West Ham might have finally got this right. July is obviously no time to draw conclusions about what lies ahead, but their summer transfer policy has been encouragingly aggressive. For the first summer in a while, there appears a clear logic to the way they’ve moved through the market and, without question, Manuel Pellegrini will be managing the strongest squad in the club’s recent history.
The headline acts are Felipe Anderson and Andriy Yarmolenko. There is a caveat there in that they both operate best from the right side of midfield, but that can be filed – for the moment – under “a good problem to have”.
Elsewhere Issa Diop has built a fine reputation in France and should immediately improve the centre of defence, while Ryan Fredericks was a key component in Fulham’s promotion last season. A quick, ambitious full-back – also capable of operating slightly further forward – he, along with new goalkeeper Lukasz Fabianski (arguably Swansea’s player of the season in 2018-19), should complete a satisfying upgrade to a back-line which had been allowed to deteriorate for some time.
Of the major deals, Jack Wilshere’s signing is the only questionable move. Wilshere has always been spritely with the ball at his feet and his creative attributes aren’t in question. However, whether his inability to be effective without the ball can really be accommodated remains to be seen, particularly within a side which will carry a lot of forward-looking players ahead of him.
There are also concerns about his fitness, naturally, but on a free-transfer and with wages adjusted to his new, lesser status in the game, he’s probably a risk worth taking.
So far, so positive. Even for the neutrals it’s an exciting prospect. Yarmolenko is probably a year or two beyond his very best, he was disappointing in the Bundesliga, but Anderson is an extremely capable player and any unit involving him and Marko Arnautovic should be great fun to watch.
Where there is West Ham, though, there are concerns. The first and most obvious relates to who concluded these deals and how much say Pellegrini really had in them. That might prove to be unfair, but history has shown that the club is owned by people who, traditionally, have been far too involved in its transfer mechanics. At times, David Gold and David Sullivan have operated as de facto sporting directors when, really, they would have been better advised to hand those responsibilities off to someone more qualified.

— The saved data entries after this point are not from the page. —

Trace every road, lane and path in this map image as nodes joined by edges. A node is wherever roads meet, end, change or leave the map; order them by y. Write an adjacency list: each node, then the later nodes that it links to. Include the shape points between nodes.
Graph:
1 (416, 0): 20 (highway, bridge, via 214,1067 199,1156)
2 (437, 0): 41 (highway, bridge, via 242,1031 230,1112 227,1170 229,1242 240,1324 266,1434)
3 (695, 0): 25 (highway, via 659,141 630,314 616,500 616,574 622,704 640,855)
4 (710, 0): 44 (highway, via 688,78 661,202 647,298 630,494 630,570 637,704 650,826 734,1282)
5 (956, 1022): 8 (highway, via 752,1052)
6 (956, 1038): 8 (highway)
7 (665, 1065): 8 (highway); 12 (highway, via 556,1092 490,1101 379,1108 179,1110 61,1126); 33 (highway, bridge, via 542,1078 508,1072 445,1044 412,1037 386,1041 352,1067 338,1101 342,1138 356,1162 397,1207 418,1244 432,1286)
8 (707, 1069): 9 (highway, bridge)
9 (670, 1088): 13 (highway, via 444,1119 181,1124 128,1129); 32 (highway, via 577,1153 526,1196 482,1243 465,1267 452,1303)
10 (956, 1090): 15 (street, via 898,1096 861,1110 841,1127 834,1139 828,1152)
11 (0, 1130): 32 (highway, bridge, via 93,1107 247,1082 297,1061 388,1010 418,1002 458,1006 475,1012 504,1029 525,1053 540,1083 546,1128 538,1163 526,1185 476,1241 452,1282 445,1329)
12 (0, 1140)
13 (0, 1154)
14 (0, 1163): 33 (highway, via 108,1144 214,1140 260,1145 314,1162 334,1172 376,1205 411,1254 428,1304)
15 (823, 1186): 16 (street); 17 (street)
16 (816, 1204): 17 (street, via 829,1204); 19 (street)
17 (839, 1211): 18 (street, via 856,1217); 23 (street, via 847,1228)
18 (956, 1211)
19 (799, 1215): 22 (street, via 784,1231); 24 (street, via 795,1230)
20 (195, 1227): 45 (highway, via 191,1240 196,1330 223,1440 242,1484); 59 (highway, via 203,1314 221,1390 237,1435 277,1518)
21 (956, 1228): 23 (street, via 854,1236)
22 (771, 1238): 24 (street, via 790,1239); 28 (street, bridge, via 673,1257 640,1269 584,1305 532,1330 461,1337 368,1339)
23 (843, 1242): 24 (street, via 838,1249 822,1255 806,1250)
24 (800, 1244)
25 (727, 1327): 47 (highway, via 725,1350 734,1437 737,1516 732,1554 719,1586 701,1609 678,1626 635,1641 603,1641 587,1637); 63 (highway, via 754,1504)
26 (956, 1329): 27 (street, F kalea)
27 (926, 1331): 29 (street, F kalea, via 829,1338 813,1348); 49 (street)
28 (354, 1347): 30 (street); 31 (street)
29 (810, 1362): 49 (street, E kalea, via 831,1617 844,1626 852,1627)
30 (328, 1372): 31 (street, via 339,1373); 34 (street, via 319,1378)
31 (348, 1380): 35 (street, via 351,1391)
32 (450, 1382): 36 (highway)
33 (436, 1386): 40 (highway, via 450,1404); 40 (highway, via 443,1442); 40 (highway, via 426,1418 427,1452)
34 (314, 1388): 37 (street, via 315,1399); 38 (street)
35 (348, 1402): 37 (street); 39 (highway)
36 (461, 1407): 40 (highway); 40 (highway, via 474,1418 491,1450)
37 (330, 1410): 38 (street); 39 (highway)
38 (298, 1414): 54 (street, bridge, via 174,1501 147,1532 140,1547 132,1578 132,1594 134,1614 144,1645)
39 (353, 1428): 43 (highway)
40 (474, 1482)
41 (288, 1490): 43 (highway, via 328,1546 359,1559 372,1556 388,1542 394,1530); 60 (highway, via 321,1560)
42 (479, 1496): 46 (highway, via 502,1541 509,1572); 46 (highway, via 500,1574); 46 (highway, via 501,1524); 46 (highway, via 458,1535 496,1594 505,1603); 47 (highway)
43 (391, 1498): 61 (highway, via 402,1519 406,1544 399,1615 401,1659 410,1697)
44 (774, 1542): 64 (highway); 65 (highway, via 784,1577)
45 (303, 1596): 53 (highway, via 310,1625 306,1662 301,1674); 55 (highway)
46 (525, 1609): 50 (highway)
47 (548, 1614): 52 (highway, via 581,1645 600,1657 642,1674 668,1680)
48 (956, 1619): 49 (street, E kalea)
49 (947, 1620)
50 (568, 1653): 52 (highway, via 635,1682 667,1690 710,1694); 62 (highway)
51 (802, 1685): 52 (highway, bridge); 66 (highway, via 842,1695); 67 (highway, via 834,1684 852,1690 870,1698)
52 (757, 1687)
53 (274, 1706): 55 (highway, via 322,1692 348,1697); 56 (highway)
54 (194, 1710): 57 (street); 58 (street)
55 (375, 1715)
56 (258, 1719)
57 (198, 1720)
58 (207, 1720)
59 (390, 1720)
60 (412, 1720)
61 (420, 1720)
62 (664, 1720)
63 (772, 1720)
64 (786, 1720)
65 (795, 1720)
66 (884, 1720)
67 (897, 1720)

On current evidence, that lesson does seem to have been learnt. West Ham’s sporting infrastructure has been rebuilt and their scouting procedures have been brought up to modern standards. Nevertheless, that many of these deals were announced on personal twitter accounts does suggest that some of the old habits remain. It’s not a coincidence that all the most successful owners and executives around the league have virtually no public presence and that’s something which Sullivan and Gold are yet to come to terms with. Both they and Karren Brady are still too visible and, really, it’s time for the club’s performance to start speaking on their behalf.
Chemistry will always determine the success of recruitment. How do these players fit in with Pellegrini’s vision for his West Ham are going to be? If these new arrivals have been hand-picked to solve issues he has identified in the side, then all should be well, but if this is just another round of vanity purchasing then their effect might not be so positive. Michail Antonio is now without a natural place in the side, Manuel Lanzini will have to be accommodated once he returns from injury, and Mark Noble’s place is no longer guaranteed. Those are the kind of challenges which any manager with a well-stocked squad must face, but it’s also the kind of competition – involving strong characters – which can cause ructions if not entirely by design.
That’s the second layer of intrigue. First and foremost, this team could be capable of producing some incendiary football – who doesn’t want to see that? – but to do that they must first exist in harmony. In essence, 2018-19 will be a good measure of West Ham’s institutional maturity and whether, after those initials misfires, the advantages of London Stadium are finally being properly expoited.